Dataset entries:
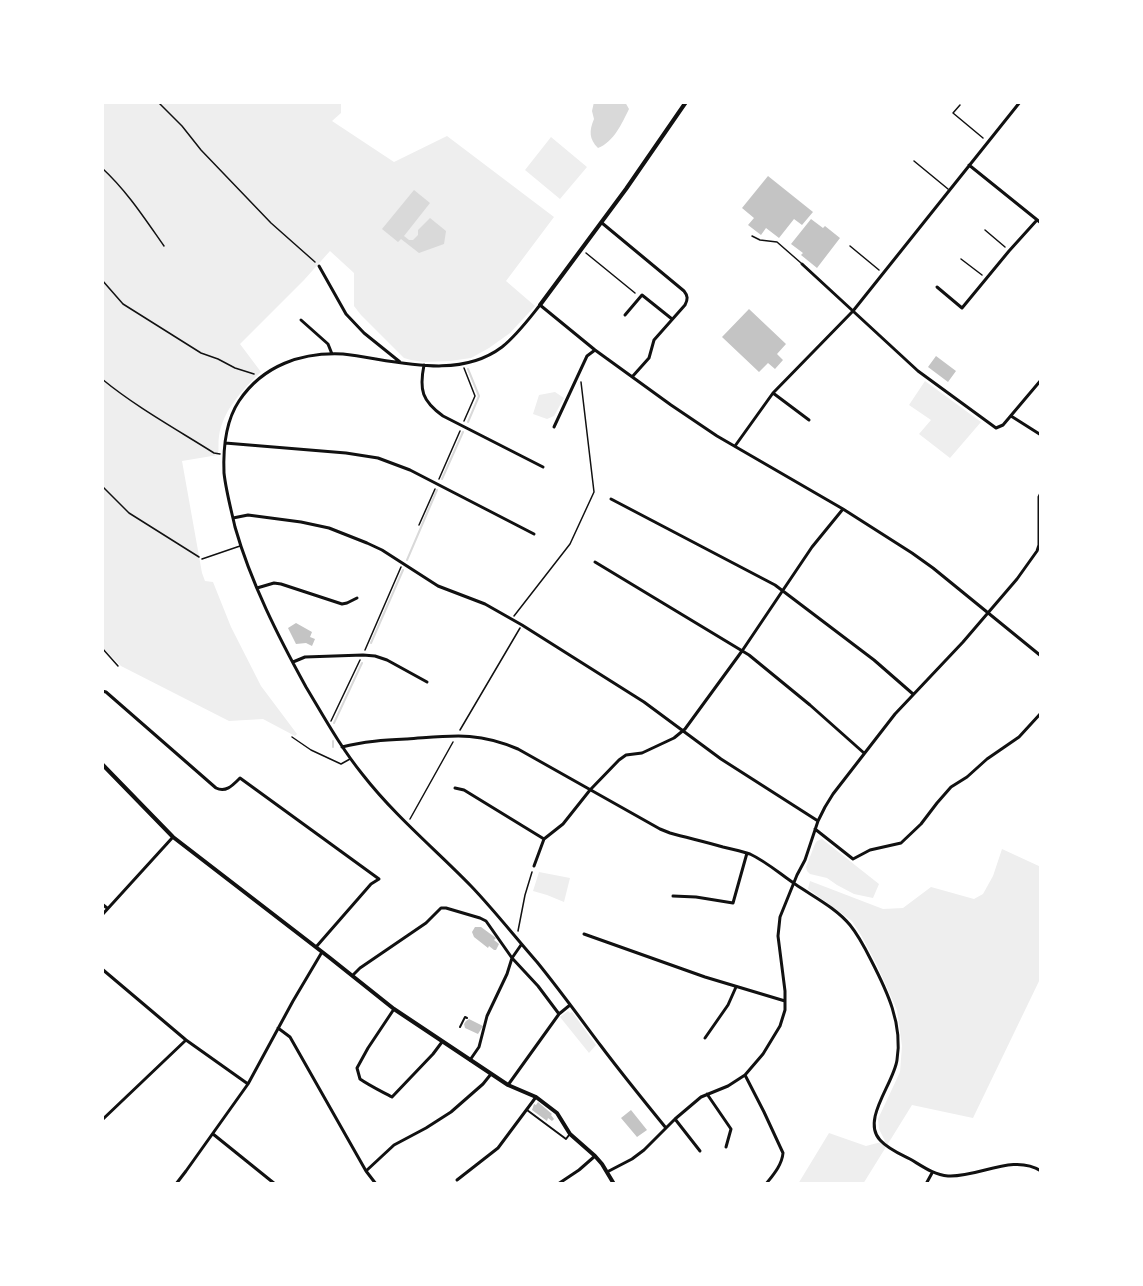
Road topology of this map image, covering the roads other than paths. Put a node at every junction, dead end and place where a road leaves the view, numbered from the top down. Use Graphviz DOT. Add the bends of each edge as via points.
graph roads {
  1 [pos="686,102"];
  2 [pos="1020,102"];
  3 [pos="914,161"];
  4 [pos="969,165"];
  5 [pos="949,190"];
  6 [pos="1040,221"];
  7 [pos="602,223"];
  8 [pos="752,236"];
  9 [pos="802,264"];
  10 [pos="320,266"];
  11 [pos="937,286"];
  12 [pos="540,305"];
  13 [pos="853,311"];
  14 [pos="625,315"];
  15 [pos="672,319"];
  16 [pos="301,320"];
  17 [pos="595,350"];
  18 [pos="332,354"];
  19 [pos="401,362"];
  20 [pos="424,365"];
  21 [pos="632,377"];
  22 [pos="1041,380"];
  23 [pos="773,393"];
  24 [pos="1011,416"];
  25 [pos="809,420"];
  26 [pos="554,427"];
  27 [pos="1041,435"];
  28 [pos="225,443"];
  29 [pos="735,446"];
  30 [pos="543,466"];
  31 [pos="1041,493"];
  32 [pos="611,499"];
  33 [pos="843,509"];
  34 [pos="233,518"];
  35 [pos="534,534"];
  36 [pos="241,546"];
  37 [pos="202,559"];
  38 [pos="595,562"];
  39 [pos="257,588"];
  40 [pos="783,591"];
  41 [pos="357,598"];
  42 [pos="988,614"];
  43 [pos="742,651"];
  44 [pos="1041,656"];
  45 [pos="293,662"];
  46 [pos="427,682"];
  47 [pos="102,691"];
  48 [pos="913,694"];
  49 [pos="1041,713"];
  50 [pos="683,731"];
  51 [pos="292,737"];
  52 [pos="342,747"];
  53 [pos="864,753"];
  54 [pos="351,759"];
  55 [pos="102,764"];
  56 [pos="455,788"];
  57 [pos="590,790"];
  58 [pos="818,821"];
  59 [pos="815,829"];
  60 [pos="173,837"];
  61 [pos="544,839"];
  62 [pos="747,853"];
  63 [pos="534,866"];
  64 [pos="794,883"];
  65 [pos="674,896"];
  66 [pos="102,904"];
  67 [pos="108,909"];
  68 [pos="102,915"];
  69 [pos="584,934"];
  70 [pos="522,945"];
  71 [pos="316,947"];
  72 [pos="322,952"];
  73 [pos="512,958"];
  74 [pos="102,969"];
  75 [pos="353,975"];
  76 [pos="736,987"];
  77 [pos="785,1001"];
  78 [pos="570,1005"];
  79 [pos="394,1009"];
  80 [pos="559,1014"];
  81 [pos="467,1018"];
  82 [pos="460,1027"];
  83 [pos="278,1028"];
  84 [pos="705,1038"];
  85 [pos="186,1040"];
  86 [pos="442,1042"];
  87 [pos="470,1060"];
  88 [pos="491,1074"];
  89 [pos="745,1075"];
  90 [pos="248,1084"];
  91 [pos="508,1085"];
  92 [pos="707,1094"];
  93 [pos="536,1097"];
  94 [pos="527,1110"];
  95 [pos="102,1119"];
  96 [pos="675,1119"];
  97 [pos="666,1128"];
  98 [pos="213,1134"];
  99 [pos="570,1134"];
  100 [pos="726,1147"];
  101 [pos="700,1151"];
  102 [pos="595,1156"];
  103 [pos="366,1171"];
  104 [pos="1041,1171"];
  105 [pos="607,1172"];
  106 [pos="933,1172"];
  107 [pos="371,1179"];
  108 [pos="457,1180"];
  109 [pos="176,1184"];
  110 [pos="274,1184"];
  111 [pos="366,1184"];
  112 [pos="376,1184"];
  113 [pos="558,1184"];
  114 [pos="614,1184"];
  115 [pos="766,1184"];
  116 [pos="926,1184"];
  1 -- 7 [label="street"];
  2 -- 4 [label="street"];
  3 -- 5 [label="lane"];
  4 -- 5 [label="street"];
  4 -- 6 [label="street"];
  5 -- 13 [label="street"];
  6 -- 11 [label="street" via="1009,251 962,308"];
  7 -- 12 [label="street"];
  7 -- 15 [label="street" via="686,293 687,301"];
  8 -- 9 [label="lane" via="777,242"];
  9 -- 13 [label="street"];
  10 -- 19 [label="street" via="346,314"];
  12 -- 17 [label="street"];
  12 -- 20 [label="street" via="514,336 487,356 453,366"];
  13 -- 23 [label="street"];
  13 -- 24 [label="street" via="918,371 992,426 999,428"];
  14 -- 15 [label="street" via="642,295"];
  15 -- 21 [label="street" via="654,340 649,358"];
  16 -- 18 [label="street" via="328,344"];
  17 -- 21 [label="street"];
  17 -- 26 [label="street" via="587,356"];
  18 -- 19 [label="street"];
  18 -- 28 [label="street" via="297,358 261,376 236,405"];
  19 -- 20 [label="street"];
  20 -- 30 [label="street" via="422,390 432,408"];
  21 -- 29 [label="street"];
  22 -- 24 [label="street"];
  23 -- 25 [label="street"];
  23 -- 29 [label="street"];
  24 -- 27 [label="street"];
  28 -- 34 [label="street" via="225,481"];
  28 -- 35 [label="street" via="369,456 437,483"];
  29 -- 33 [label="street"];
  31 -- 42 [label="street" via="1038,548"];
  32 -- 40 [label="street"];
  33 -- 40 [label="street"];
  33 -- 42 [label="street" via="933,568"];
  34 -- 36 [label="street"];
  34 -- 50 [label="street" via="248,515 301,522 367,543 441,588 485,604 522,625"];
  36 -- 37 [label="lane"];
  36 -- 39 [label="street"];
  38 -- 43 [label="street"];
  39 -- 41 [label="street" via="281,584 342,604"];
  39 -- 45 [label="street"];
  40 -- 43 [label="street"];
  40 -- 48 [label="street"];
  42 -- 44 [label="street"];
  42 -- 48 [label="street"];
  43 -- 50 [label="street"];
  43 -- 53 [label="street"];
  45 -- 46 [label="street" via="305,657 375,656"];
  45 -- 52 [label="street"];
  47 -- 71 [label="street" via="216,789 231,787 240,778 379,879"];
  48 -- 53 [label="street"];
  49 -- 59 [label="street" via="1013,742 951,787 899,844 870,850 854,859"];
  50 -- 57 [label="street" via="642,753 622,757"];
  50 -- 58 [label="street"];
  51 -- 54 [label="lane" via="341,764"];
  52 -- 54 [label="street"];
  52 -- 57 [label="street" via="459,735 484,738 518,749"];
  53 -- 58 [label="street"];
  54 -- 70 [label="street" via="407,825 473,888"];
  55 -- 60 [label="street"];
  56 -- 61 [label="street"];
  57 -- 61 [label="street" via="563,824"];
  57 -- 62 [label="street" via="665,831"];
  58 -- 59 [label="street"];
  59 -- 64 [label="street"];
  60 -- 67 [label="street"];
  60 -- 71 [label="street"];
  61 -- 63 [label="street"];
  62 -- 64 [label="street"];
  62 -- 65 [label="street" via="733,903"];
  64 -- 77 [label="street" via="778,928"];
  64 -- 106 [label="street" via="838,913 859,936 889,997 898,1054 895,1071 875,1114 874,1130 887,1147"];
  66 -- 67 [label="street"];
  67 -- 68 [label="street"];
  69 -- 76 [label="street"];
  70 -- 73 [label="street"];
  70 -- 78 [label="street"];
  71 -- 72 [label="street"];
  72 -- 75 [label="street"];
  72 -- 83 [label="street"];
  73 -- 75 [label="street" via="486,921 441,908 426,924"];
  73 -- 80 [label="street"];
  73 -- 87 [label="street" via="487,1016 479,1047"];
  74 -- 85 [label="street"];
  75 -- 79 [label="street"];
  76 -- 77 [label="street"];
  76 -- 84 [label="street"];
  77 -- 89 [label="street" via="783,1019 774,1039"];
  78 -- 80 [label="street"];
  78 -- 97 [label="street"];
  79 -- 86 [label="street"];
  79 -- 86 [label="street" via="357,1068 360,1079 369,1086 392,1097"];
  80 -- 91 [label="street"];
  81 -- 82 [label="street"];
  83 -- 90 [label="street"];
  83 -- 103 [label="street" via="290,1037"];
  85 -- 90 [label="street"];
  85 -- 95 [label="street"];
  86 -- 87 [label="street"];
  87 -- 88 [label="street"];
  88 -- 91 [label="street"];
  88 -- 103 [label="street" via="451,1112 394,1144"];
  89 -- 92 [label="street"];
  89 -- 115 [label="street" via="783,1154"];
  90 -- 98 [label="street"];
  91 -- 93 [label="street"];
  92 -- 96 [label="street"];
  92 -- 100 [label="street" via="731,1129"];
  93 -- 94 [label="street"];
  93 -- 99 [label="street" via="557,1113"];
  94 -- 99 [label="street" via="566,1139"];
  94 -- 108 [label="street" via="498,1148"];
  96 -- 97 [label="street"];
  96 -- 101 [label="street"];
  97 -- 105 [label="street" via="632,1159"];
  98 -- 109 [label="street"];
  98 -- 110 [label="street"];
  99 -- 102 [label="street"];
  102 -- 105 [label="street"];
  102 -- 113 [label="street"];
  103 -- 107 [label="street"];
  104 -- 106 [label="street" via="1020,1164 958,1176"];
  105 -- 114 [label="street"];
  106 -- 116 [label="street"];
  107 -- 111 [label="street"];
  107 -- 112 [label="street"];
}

◆ **Assigned task**
Find and copy each line above that includes the string "lane".

◆ **Result below**
  3 -- 5 [label="lane"];
  8 -- 9 [label="lane" via="777,242"];
  36 -- 37 [label="lane"];
  51 -- 54 [label="lane" via="341,764"];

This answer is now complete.